Darwinism has a distinctly "conservative" conceptual origin. Darwin's idea of natural selection came from Thomas Malthus's Essay on Population. As David Stove summarizes,

There was a cruel irony in this affair. For Malthus was, along with Edmund Burke and Joseph de Maistre, one of the bitterest enemies, and wisest critics, of the Enlightenment; while evolutionism (as I have said) was a regular element of the Enlightenment's intellectual armoury. Yet in the 1830s and '40s when evolutionists had got hopelessly stalled by the problem of explaining evolution, it was Malthus, and he alone, who provided them with the explanation which they themselves had been seeking in vain. (20)
Schemes for community of property or for the equalisation of wealth had been pouring out of France for 50 years when Malthus first published his Essay. They came from the pens of Mably, Rousseau, and Morelly, among others. In the 1790s such schemes had been powerfully advocated in France by Condorcet and Baboeuf, and in England by William Godwin in Political Justice (1793), and Thomas Paine in The Rights of Man (1792). But Malthus was convinced that [what was effectively] communism would replace the existing comparative poverty by most by the absolute poverty of all, and that it would, in the process, destroy everything which distinguishes the civilised from the savage state.... (39)

Malthus' Essay on Population of 1798....claimed to point out a fatal flaw in all proposals for abolishing private property, or for equalising wealth. (20)

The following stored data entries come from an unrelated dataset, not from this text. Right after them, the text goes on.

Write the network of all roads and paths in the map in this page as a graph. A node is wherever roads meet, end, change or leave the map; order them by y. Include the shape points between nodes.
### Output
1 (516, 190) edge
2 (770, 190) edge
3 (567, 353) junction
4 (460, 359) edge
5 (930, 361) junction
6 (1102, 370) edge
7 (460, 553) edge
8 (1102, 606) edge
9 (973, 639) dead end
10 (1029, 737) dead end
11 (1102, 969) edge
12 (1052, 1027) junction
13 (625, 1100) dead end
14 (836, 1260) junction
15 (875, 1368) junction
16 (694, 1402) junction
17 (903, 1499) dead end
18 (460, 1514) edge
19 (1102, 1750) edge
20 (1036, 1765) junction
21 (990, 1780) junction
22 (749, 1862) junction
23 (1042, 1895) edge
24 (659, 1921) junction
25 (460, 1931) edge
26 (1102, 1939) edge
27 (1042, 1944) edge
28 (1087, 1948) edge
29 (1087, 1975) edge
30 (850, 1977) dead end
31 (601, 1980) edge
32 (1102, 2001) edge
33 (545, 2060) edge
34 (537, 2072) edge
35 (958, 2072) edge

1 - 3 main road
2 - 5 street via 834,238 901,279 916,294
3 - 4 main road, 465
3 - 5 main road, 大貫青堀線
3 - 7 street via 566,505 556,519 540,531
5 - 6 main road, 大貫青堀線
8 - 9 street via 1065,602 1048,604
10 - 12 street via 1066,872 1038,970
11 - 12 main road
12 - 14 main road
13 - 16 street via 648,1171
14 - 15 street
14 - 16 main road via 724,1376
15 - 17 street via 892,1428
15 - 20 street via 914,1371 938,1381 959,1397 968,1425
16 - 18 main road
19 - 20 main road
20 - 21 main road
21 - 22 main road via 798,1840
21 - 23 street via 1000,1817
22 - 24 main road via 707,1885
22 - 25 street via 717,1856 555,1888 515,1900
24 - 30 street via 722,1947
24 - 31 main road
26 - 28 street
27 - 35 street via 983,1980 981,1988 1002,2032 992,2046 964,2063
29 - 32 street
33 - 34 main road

Despite Malthus's failure on biological reasoning, his economic arguments stand on their own:

His economic argument against communism was, that where no one could hope to improve their own or their children's economic position, and no one need fear to worsen it, no one would have a sufficient motive to work or save or limit the number of their children. His main argument against 'creeping socialism', such as the Poor Law system was that it created the poverty it was intended to relieve: both by economically rewarding those who depend upon the system, and by economically penalising those who do not. (50)

Sound familiar?


Stove faults the many who have never read Malthus for misrepresentating his ideas. (As one who has only read Stove and not Malthus, I could well belong to this category.) The conventional wisdom on Malthus errs on other counts as well:

  1. "Malthus's Essay, say advocates, neither openly or covertly, the practice of contraception. Nothing could be further from the from than this belief. Malthus was fiercely opposed to contraception, and made this fact sufficiently clear in his book." (He classes contraception as "vice.")
  2. "an even more grotesque misconception about the Essay is.... the belief that Malthus, with wonderful prescience, had written his book in order to warn humanity of the catastrophic 'over-population' which was even then impending over us, and which is now—because we have failed to heed his warning—about to descend upon us." (40; theory would produce a stable state.)

The pithiest rejoiner to Malthus (and similarly to eugenicists and evolutionists) was penned by William Godwin in his 1820 essay Of Population. If Malthus's proposition that food scarcity is the primary restraint on population growth, he says, "then the English would have long ago become a people of nobles."


David Stove, Darwinian Fairytales (Brookfield, VT: Ashgate Publishing Company, 1995).